DATA TO PROCESS:
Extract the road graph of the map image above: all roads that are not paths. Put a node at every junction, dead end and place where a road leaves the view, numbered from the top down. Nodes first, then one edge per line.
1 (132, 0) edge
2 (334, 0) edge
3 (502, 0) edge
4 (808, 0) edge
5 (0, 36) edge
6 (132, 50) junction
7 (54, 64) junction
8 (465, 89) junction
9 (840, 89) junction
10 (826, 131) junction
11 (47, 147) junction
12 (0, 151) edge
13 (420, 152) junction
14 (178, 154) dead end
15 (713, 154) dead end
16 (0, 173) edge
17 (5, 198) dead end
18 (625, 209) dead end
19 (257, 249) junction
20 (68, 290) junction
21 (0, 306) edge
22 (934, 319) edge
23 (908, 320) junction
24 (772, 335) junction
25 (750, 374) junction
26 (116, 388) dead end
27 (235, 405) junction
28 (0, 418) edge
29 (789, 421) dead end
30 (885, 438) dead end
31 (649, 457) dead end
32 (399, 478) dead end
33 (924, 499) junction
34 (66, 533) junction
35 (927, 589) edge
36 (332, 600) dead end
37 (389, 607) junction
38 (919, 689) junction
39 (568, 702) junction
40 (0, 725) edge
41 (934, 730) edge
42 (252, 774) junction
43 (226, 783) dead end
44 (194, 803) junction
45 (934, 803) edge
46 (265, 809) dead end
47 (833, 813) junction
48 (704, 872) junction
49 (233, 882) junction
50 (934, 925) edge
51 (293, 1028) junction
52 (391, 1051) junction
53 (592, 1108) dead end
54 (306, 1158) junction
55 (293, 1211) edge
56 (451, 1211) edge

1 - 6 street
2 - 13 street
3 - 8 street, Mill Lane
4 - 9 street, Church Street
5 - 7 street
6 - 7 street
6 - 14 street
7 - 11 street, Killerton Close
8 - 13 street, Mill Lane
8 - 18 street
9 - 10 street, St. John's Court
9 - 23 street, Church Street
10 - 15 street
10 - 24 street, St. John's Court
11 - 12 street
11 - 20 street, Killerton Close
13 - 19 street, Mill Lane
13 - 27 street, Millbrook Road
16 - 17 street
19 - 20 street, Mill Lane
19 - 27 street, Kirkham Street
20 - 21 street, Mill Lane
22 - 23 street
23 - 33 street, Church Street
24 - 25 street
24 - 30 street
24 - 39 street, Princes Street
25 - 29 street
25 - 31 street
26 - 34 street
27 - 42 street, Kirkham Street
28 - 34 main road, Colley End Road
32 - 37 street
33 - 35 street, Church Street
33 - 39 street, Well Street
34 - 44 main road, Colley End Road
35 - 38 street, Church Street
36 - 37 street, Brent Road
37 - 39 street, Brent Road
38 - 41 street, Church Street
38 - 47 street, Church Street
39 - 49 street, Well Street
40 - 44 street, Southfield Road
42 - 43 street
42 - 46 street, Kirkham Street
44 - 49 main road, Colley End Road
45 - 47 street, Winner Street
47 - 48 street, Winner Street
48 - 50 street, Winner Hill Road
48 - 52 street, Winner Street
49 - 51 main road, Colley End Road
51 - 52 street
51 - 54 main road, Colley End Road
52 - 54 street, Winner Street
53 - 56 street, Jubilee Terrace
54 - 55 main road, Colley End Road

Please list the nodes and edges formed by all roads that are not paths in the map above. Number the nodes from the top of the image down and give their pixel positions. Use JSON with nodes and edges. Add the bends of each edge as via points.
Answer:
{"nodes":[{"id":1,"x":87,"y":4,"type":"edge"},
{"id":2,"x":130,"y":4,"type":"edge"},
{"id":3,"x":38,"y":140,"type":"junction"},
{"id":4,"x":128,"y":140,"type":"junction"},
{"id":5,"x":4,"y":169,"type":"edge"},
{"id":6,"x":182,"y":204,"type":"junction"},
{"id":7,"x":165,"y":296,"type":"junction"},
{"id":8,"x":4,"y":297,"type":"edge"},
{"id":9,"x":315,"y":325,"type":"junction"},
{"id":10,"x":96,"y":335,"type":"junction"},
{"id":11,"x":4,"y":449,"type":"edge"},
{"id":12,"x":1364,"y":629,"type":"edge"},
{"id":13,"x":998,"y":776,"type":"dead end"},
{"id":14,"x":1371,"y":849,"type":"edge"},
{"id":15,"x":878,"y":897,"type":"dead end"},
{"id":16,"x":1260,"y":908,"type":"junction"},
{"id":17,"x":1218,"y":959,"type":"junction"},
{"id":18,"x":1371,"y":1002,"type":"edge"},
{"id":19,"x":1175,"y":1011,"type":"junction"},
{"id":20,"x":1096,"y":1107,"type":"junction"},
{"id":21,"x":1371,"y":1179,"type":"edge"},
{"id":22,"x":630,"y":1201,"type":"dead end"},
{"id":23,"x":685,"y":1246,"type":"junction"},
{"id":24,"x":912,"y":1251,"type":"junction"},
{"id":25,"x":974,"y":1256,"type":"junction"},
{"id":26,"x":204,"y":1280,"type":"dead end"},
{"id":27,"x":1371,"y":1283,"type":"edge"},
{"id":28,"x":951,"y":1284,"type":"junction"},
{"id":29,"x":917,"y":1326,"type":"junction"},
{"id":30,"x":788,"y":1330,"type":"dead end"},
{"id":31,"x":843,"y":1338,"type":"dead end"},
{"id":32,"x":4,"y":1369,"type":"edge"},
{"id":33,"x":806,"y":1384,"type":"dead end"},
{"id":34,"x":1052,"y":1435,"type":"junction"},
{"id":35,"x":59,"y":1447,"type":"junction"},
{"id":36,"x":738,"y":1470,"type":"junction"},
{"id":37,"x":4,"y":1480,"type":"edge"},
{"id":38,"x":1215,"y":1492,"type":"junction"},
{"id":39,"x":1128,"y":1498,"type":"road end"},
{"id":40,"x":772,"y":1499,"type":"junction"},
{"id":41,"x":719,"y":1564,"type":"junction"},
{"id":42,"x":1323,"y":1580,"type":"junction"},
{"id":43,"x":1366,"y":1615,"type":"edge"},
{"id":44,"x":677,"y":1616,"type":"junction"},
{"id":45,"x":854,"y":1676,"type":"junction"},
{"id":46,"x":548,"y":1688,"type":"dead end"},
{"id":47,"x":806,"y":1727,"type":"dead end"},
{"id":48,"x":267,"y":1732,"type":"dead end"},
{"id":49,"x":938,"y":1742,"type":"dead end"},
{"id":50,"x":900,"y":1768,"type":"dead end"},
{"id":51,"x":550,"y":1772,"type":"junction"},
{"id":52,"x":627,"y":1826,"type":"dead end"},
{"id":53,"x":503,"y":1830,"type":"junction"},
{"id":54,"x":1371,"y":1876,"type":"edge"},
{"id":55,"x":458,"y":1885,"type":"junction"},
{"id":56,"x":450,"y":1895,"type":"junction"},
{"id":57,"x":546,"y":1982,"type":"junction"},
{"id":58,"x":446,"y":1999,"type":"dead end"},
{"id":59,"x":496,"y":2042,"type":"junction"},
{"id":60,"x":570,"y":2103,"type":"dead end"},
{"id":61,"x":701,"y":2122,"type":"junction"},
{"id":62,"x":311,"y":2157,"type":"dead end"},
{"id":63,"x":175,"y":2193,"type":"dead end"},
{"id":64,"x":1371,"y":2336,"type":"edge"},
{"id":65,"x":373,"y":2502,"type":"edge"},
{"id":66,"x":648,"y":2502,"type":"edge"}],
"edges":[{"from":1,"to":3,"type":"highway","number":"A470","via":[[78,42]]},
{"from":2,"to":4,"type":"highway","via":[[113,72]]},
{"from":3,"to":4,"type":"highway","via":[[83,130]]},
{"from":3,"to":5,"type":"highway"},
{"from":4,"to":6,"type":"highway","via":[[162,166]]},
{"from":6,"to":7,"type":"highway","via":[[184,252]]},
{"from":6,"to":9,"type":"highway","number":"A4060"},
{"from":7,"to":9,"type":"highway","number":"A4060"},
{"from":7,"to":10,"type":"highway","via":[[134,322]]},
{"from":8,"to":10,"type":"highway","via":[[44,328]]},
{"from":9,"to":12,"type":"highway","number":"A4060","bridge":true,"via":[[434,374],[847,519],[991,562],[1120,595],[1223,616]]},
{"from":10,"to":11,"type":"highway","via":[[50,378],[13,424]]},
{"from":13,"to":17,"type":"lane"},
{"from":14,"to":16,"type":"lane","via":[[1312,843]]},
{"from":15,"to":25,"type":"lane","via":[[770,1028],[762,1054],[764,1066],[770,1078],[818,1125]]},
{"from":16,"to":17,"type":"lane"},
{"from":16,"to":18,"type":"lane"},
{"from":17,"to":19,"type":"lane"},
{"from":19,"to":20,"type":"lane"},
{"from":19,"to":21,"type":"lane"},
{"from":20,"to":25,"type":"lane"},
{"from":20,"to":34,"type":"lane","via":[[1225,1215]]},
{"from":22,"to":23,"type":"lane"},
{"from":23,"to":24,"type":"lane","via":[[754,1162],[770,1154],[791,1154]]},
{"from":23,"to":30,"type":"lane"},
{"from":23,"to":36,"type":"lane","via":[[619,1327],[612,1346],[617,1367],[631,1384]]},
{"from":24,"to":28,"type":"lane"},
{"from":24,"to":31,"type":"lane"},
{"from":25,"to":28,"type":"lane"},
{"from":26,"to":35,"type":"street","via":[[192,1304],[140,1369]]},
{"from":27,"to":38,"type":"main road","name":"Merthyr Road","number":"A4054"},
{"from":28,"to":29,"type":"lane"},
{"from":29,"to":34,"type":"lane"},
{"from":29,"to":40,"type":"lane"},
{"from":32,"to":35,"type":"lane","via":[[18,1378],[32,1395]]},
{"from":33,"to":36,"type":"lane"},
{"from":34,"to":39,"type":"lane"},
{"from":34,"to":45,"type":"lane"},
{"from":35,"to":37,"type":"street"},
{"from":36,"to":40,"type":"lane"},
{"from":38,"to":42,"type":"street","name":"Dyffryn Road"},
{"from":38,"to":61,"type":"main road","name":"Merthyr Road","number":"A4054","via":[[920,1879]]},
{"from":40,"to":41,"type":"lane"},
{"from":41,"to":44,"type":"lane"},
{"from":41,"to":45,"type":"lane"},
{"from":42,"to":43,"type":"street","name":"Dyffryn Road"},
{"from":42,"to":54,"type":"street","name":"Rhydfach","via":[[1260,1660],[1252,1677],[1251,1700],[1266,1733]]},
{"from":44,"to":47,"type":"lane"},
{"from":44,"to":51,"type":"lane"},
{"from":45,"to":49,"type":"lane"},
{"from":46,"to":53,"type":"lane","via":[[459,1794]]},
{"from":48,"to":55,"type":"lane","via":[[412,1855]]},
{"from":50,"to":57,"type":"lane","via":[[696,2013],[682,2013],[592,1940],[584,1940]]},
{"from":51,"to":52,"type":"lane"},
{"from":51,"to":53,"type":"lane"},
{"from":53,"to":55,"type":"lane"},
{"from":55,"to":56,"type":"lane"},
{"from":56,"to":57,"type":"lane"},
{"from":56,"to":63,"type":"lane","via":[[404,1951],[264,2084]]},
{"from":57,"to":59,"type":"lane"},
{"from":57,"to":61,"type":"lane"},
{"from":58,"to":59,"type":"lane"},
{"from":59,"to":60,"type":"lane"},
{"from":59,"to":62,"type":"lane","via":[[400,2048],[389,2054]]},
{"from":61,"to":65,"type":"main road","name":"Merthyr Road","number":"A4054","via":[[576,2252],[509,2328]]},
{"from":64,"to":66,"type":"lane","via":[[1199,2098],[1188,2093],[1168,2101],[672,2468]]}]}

INSTRUCTIONS TO FOLLOW:
Your job is to copy out every line from the records above that has the word "Kirkham".

SOLUTION FOR THIS PROBLEM:
19 - 27 street, Kirkham Street
27 - 42 street, Kirkham Street
42 - 46 street, Kirkham Street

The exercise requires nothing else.